▶ _WORK ITEM_: Search the records below for the word "Avenue". Pull out each line that has it.

::: DATA EXTRACT

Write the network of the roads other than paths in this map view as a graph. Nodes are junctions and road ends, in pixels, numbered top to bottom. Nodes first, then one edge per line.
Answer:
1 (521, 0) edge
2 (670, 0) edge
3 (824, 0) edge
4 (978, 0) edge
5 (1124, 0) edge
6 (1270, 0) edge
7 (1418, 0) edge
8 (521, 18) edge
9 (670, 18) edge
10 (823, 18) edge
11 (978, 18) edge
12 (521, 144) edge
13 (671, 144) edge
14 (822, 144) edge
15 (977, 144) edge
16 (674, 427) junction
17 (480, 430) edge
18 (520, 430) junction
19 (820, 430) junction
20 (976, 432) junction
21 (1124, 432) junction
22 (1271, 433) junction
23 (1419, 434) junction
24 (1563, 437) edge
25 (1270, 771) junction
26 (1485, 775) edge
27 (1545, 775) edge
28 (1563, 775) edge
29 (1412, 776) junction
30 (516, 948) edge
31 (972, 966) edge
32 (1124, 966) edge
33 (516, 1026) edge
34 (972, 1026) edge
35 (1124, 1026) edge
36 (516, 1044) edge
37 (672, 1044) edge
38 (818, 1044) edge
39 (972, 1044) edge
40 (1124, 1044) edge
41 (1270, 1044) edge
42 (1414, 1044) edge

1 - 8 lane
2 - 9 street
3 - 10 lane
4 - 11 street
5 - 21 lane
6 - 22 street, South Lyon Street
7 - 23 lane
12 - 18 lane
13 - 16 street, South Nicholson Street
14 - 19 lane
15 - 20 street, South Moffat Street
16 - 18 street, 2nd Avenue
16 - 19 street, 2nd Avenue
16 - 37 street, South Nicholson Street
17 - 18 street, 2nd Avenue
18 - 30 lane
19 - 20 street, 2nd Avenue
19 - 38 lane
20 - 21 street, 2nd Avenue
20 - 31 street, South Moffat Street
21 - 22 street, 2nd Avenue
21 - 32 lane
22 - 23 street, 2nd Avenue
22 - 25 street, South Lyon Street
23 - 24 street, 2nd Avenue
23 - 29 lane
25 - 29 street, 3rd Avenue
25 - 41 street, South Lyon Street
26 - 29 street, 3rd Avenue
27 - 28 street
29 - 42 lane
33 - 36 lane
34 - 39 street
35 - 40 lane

::::::

▶ _RESULT_:
16 - 18 street, 2nd Avenue
16 - 19 street, 2nd Avenue
17 - 18 street, 2nd Avenue
19 - 20 street, 2nd Avenue
20 - 21 street, 2nd Avenue
21 - 22 street, 2nd Avenue
22 - 23 street, 2nd Avenue
23 - 24 street, 2nd Avenue
25 - 29 street, 3rd Avenue
26 - 29 street, 3rd Avenue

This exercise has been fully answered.